Parallel Stencil Computation: A Hybrid MPI+OpenMP Heat Equation Solver

Overview

This project presents a high-performance parallel implementation of a 2D heat equation solver using a five-point stencil method. The primary goal is to demonstrate and analyze the scalability of stencil computations on modern High-Performance Computing (HPC) architectures.

The implementation leverages a hybrid parallel programming model:

MPI (Message Passing Interface) is used for distributed-memory parallelism, decomposing the computational domain across multiple nodes of a cluster.
OpenMP (Open Multi-Processing) is used for shared-memory parallelism, parallelizing the computational loops within a single node to utilize its multi-core architecture.

The solver simulates the diffusion of heat over a 2D grid, updating each point's temperature based on its neighbors at each timestep. This pattern requires efficient communication of boundary data ("halos") between adjacent subdomains, which is a core challenge in parallel scientific computing.

Project Structure

.
├── analysis/           # Python scripts for plotting results
├── assignment/         # Original assignment description and templates
├── data/               # CSV output files from scalability experiments
├── include/            # Header files (.h) for the source code
├── plots/              # Generated plots (speedup, efficiency, timing)
├── scripts/            # Batch and shell scripts for running experiments on SLURM
├── src/                # C source code (.c) for serial and parallel versions
├── LICENSE
├── Makefile
└── README.md

Building the Project

The project is built using a standard Makefile which utilizes mpicc as the compiler wrapper, enabling both MPI and OpenMP functionalities.
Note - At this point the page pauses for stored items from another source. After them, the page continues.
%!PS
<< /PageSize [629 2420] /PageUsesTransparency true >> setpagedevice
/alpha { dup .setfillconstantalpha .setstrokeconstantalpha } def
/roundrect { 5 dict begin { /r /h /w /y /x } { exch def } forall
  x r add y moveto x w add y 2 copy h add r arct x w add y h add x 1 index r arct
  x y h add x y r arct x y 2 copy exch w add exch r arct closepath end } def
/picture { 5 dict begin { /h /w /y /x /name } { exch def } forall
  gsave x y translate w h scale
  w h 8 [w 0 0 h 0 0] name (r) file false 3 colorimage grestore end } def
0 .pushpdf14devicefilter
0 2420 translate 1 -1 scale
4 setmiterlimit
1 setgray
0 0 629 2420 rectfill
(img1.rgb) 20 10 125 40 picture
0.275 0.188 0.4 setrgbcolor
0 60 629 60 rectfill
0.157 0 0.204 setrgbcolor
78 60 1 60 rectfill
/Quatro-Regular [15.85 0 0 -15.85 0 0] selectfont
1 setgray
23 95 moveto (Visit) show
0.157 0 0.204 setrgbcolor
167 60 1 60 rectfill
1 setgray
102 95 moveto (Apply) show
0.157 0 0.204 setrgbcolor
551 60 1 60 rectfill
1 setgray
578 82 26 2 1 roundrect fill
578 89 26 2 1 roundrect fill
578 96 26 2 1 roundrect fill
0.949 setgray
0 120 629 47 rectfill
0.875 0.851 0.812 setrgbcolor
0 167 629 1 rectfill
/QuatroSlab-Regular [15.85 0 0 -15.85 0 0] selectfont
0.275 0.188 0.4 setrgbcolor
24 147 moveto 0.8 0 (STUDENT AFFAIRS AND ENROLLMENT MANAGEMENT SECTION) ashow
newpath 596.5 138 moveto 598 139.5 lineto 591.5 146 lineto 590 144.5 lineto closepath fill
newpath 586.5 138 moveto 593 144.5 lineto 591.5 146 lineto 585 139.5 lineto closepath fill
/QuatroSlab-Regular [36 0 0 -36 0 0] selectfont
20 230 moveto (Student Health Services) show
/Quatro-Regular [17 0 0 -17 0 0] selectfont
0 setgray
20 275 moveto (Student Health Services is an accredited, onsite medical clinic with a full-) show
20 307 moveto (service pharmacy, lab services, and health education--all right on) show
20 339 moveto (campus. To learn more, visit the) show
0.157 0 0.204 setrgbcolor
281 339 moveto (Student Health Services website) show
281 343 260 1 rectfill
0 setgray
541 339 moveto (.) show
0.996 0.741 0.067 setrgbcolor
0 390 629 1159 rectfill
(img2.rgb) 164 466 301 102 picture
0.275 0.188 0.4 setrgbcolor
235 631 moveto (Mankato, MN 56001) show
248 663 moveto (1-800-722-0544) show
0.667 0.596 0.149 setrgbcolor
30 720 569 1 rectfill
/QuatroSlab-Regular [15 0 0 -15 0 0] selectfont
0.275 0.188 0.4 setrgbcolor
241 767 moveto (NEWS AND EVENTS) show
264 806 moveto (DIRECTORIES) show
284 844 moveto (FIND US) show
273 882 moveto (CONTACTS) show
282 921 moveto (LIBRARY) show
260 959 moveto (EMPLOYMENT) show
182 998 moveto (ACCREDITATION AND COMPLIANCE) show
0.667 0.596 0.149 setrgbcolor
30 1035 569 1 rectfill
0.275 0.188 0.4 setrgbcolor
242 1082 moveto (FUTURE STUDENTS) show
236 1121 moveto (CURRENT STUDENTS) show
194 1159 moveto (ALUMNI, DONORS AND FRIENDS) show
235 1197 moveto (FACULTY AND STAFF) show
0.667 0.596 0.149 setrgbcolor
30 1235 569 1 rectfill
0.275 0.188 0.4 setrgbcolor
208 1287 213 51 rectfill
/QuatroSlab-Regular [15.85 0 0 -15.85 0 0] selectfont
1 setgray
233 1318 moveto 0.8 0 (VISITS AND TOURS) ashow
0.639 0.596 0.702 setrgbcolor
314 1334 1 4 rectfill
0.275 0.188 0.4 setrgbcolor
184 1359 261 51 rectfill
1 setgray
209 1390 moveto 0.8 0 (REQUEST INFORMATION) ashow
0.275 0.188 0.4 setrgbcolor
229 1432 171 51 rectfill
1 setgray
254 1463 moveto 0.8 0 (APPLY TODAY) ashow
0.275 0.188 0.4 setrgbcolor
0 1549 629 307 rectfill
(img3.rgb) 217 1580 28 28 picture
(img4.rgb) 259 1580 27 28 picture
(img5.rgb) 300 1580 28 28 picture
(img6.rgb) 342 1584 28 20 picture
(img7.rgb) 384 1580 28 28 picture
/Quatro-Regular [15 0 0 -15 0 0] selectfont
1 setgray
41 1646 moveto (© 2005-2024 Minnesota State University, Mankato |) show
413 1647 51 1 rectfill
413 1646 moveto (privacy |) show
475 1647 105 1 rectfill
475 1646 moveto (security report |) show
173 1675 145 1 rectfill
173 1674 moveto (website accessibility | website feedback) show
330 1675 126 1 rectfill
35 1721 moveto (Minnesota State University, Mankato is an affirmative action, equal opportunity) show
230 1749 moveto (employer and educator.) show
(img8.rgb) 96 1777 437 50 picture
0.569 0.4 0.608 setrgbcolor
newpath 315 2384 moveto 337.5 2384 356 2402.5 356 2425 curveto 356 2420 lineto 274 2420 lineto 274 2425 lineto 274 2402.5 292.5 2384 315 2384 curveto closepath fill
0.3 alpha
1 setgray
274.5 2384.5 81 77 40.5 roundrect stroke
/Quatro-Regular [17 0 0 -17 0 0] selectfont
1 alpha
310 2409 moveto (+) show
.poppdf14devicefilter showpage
To compile all executables:

make all

This command will generate two primary executables in the root directory:

stencil_parallel: The hybrid MPI+OpenMP implementation.
stencil_serial: A reference serial implementation for correctness checking and performance baseline.

To clean the build artifacts:

make clean

Build Configurations

The Makefile provides several build targets for different purposes. All executables are placed in the build/ directory.

Release (default): For maximum performance.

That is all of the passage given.